The ‘Horrible Murder’ was reported in all its gory details in the Westmorland Gazette (apologies for the blurry quality of the image). The story was repeated in newspapers the length and breadth of the country and more than 50 years later was still occasionally brought up as a terrible example of an unsolved crime.

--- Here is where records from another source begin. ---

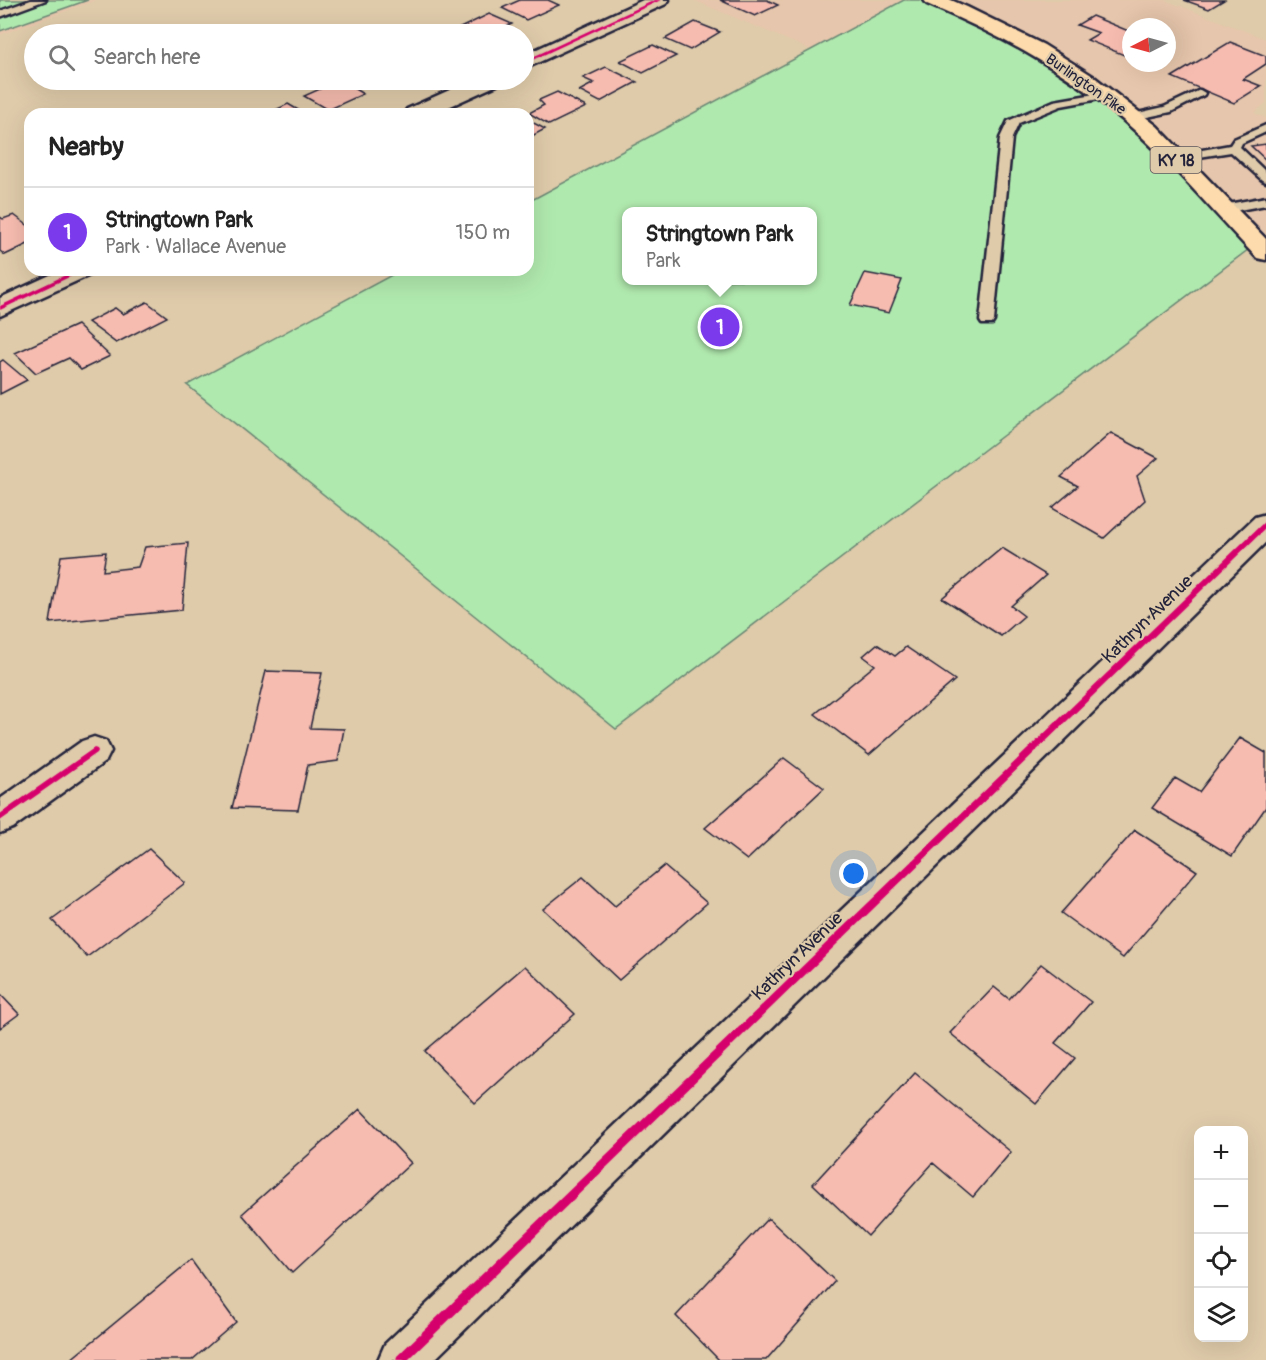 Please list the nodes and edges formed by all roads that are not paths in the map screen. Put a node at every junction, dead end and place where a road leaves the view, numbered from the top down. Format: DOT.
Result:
graph roads {
  1 [pos="41,0"];
  2 [pos="659,0"];
  3 [pos="934,0"];
  4 [pos="0,14"];
  5 [pos="534,58"];
  6 [pos="467,90"];
  7 [pos="1200,93"];
  8 [pos="1106,95"];
  9 [pos="428,108"];
  10 [pos="1133,117"];
  11 [pos="1266,128"];
  12 [pos="1234,148"];
  13 [pos="1174,158"];
  14 [pos="1266,178"];
  15 [pos="1266,201"];
  16 [pos="1223,209"];
  17 [pos="1266,253"];
  18 [pos="68,276"];
  19 [pos="0,308"];
  20 [pos="987,321"];
  21 [pos="1266,524"];
  22 [pos="94,751"];
  23 [pos="0,818"];
  24 [pos="401,1360"];
  1 -- 4 [label="lane"];
  2 -- 5 [label="street"];
  3 -- 8 [label="main road, Burlington Pike / KY 18"];
  6 -- 9 [label="street"];
  7 -- 10 [label="lane"];
  8 -- 10 [label="main road, Burlington Pike / KY 18"];
  8 -- 20 [label="lane"];
  10 -- 13 [label="main road, Burlington Pike / KY 18"];
  11 -- 12 [label="lane"];
  12 -- 13 [label="lane"];
  12 -- 14 [label="lane"];
  13 -- 16 [label="main road, Burlington Pike / KY 18"];
  15 -- 16 [label="lane"];
  16 -- 17 [label="main road, Burlington Pike / KY 18"];
  18 -- 19 [label="street"];
  21 -- 24 [label="street, Kathryn Avenue"];
  22 -- 23 [label="street"];
} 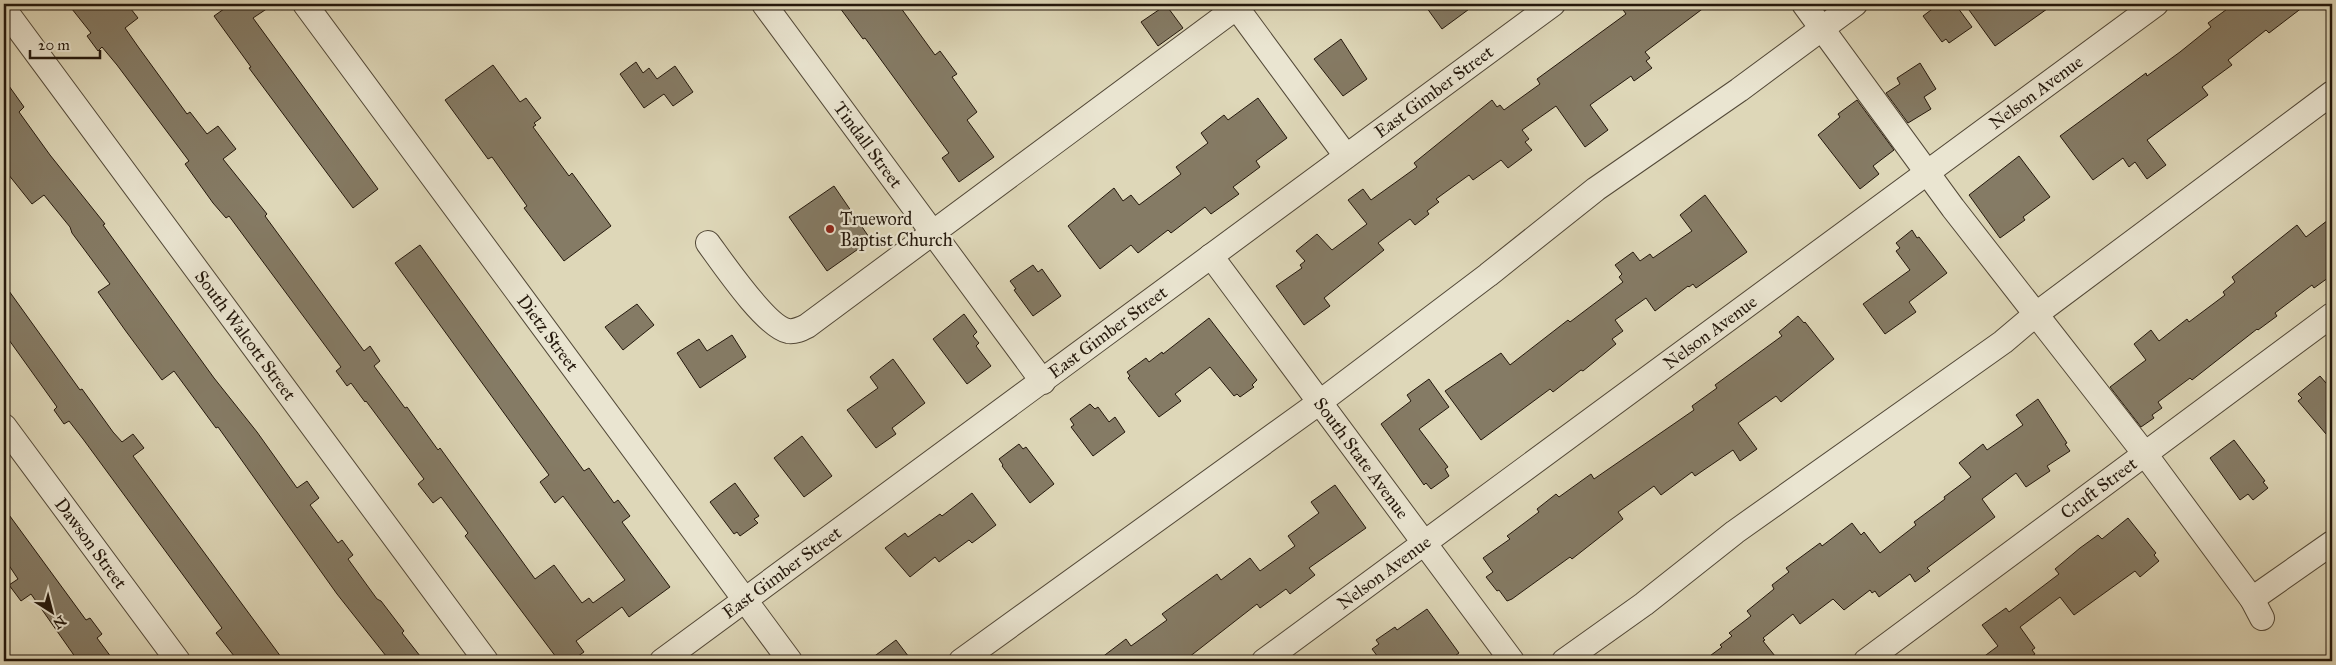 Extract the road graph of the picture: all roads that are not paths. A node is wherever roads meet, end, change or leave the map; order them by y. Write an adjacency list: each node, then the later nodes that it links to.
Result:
1 (305, 4): 24 (street, Dietz Street)
2 (764, 4): 13 (street, Tindall Street)
3 (1553, 4): 11 (street, East Gimber Street)
4 (1804, 4): 9 (street)
5 (1855, 4): 9 (street)
6 (2156, 4): 12 (street, Nelson Avenue)
7 (1237, 5): 11 (street); 13 (street)
8 (4, 9): 26 (street, South Walcott Street)
9 (1822, 28): 12 (street); 19 (street)
10 (2332, 93): 16 (street)
11 (1346, 156): 15 (street, East Gimber Street)
12 (1928, 171): 16 (street); 22 (street, Nelson Avenue)
13 (933, 234): 14 (street); 18 (street, Tindall Street)
14 (708, 243)
15 (1211, 256): 18 (street, East Gimber Street); 19 (street, South State Avenue)
16 (2035, 315): 21 (street); 32 (street)
17 (2332, 315): 21 (street, Cruft Street)
18 (1043, 382): 24 (street, East Gimber Street)
19 (1320, 402): 22 (street, South State Avenue); 29 (street)
20 (4, 426): 25 (street, Dawson Street)
21 (2145, 454): 23 (street); 33 (street, Cruft Street)
22 (1424, 543): 30 (street, Nelson Avenue); 31 (street, South State Avenue)
23 (2332, 543)
24 (745, 601): 27 (street, East Gimber Street); 28 (street, Dietz Street)
25 (178, 661)
26 (486, 661)
27 (662, 661)
28 (790, 661)
29 (961, 661)
30 (1264, 661)
31 (1512, 661)
32 (1564, 661)
33 (1866, 661) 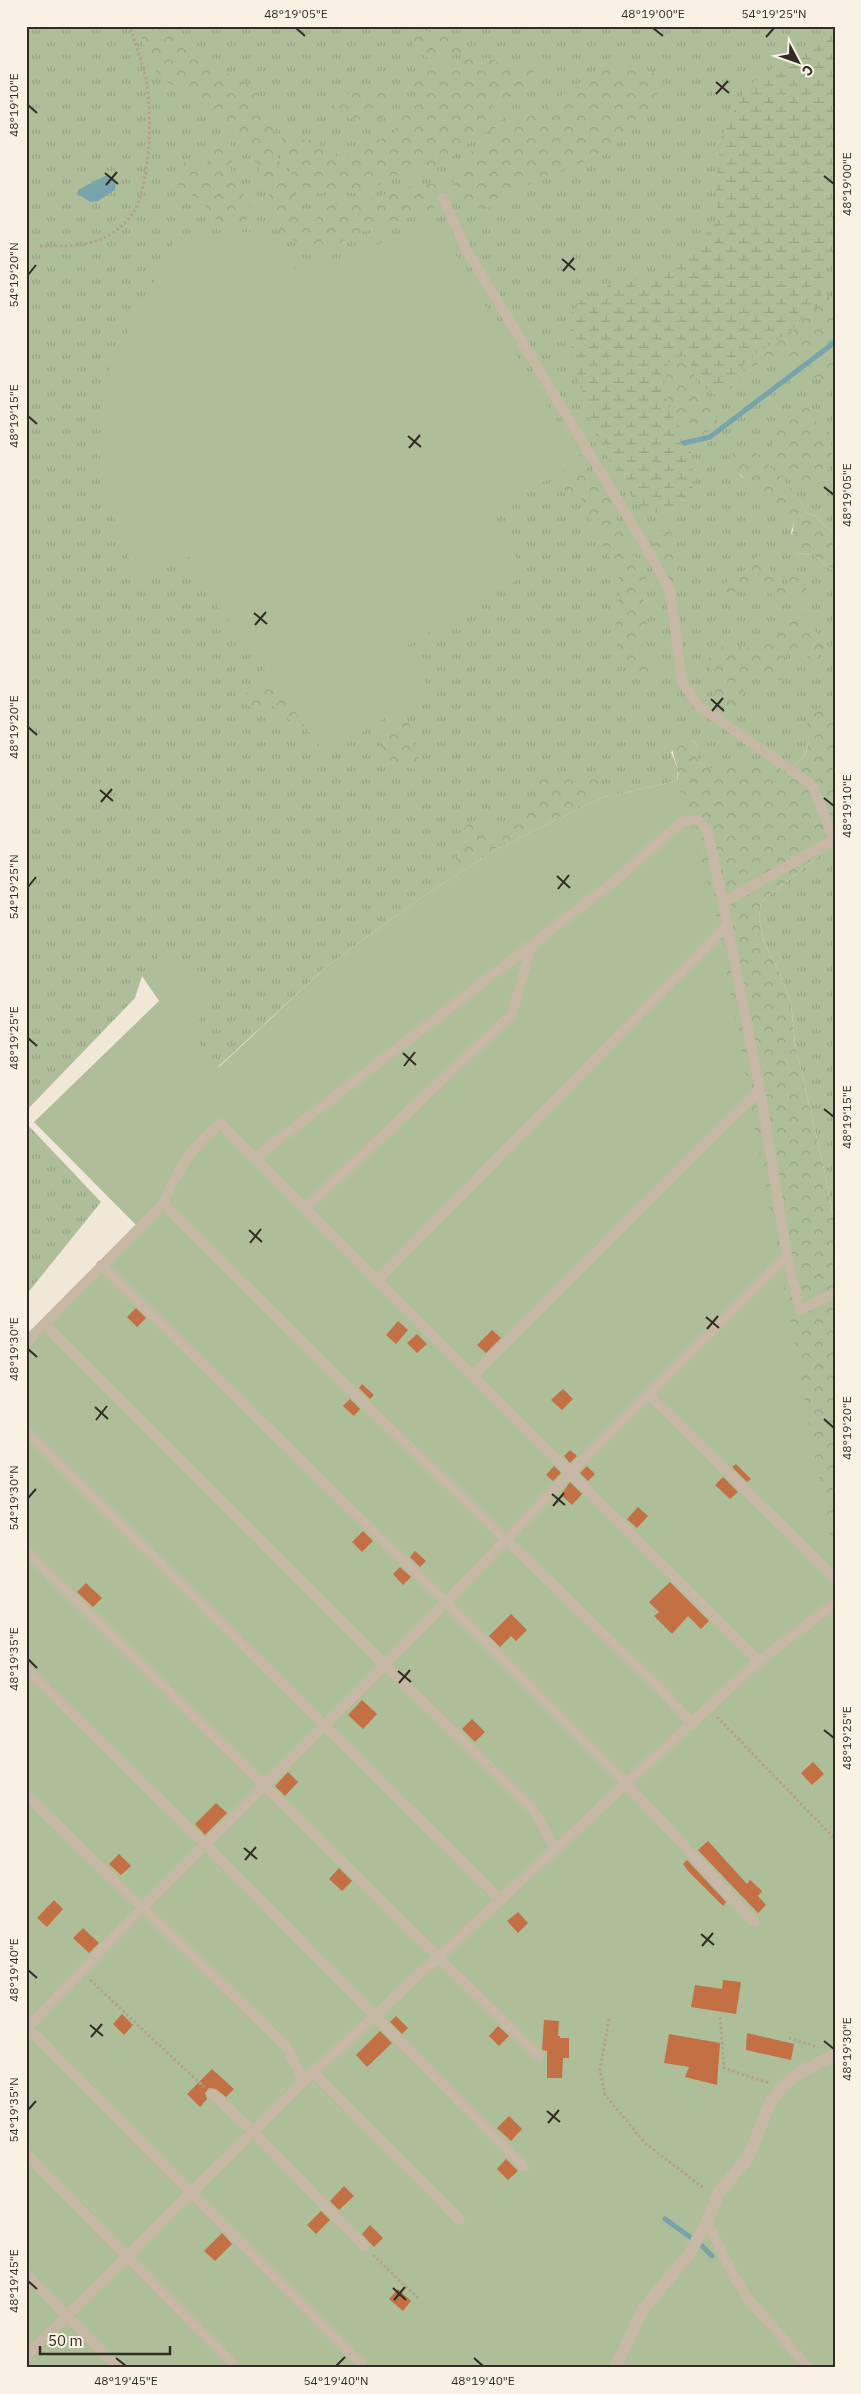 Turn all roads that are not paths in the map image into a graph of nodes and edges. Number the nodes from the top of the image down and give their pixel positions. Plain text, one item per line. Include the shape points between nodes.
1 (443, 198) dead end
2 (724, 903) junction
3 (728, 924) junction
4 (531, 947) junction
5 (760, 1090) junction
6 (256, 1157) junction
7 (163, 1204) junction
8 (306, 1208) junction
9 (787, 1256) junction
10 (101, 1265) junction
11 (378, 1280) junction
12 (835, 1293) edge
13 (44, 1324) junction
14 (26, 1342) edge
15 (473, 1376) junction
16 (649, 1395) junction
17 (26, 1431) edge
18 (570, 1473) junction
19 (507, 1540) junction
20 (26, 1551) edge
21 (835, 1578) edge
22 (446, 1602) junction
23 (835, 1603) edge
24 (759, 1660) junction
25 (385, 1665) junction
26 (26, 1669) edge
27 (692, 1724) junction
28 (325, 1725) junction
29 (627, 1784) junction
30 (264, 1786) junction
31 (26, 1794) edge
32 (206, 1845) junction
33 (555, 1849) junction
34 (500, 1899) junction
35 (142, 1908) junction
36 (754, 1922) dead end
37 (438, 1957) junction
38 (375, 2016) junction
39 (27, 2028) edge
40 (835, 2055) edge
41 (539, 2056) dead end
42 (313, 2072) junction
43 (304, 2081) junction
44 (212, 2094) road end
45 (253, 2131) junction
46 (26, 2154) edge
47 (524, 2167) dead end
48 (191, 2193) junction
49 (460, 2220) dead end
50 (705, 2226) junction
51 (364, 2246) road end
52 (128, 2257) junction
53 (26, 2274) edge
54 (68, 2316) junction
55 (26, 2356) edge
56 (118, 2368) edge
57 (237, 2368) edge
58 (365, 2368) edge
59 (615, 2368) edge
60 (808, 2368) edge

1 - 2 lane via 466,249 670,590 682,682 698,705 812,785 834,839
2 - 3 lane
2 - 4 lane via 707,829 697,820 681,822 621,876
3 - 5 lane
3 - 11 lane
4 - 6 lane
4 - 8 lane via 512,1014
5 - 9 lane
5 - 15 lane
6 - 7 lane via 221,1124 188,1156
6 - 8 lane
7 - 10 lane
7 - 19 lane
8 - 11 lane
9 - 12 lane via 800,1310
9 - 16 lane
10 - 13 lane
10 - 22 lane
11 - 15 lane
13 - 14 lane
13 - 25 lane
15 - 18 lane
16 - 18 lane
16 - 21 lane
17 - 28 lane
18 - 19 lane
18 - 24 lane
19 - 22 lane
19 - 27 lane via 658,1686
20 - 30 lane
22 - 25 lane
22 - 29 lane
23 - 24 lane
24 - 27 lane
25 - 28 lane
25 - 33 lane via 534,1810
26 - 32 lane
27 - 29 lane
28 - 30 lane
28 - 34 lane
29 - 33 lane
29 - 36 lane
30 - 32 lane
30 - 37 lane
31 - 35 lane
32 - 35 lane
32 - 38 lane
33 - 34 lane
34 - 37 lane
35 - 39 lane
35 - 43 lane via 286,2046
37 - 38 lane
37 - 41 lane
38 - 42 lane
38 - 47 lane
39 - 48 lane
40 - 50 street via 796,2075 780,2088 771,2101 748,2158 716,2197
42 - 43 lane
42 - 49 lane
43 - 45 lane
44 - 45 lane
45 - 48 lane
45 - 51 lane
46 - 52 lane
48 - 52 lane
48 - 58 lane
50 - 59 street via 690,2253 643,2309
50 - 60 lane via 749,2300
52 - 54 lane
52 - 57 lane
53 - 54 lane
54 - 55 lane
54 - 56 lane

Local historian Heather Ballantyne has written a summary of the tragic events described above along with a transcription of the newspaper report of the abortive trial of the suspect held in 1838 in Appleby assizes. She has kindly allowed us to share them both here:
Murder on Tebay Fell (or the Orton Murder) by Heather Ballantyne
One Saturday in 1837 in the quiet parish of Orton on the fell near Tebay the crime of murder was committed. It was the 18th November and the local carrier, Thomas Hunter aged 32 years, was on his way home to Archer Hill, Nr. Tebay, from Kendal when he was killed and robbed of his money. Thomas Hunter was a butter dealer and acted as a common carrier between his own neighbourhood and the market town of Kendal. He was a steady and industrious man and was known to frequently be entrusted with large sums of money and this fact doubtless tempted his murderers to commit this appalling crime. He was in the habit of leaving home on the Friday morning and returning from Kendal on the Saturday evening.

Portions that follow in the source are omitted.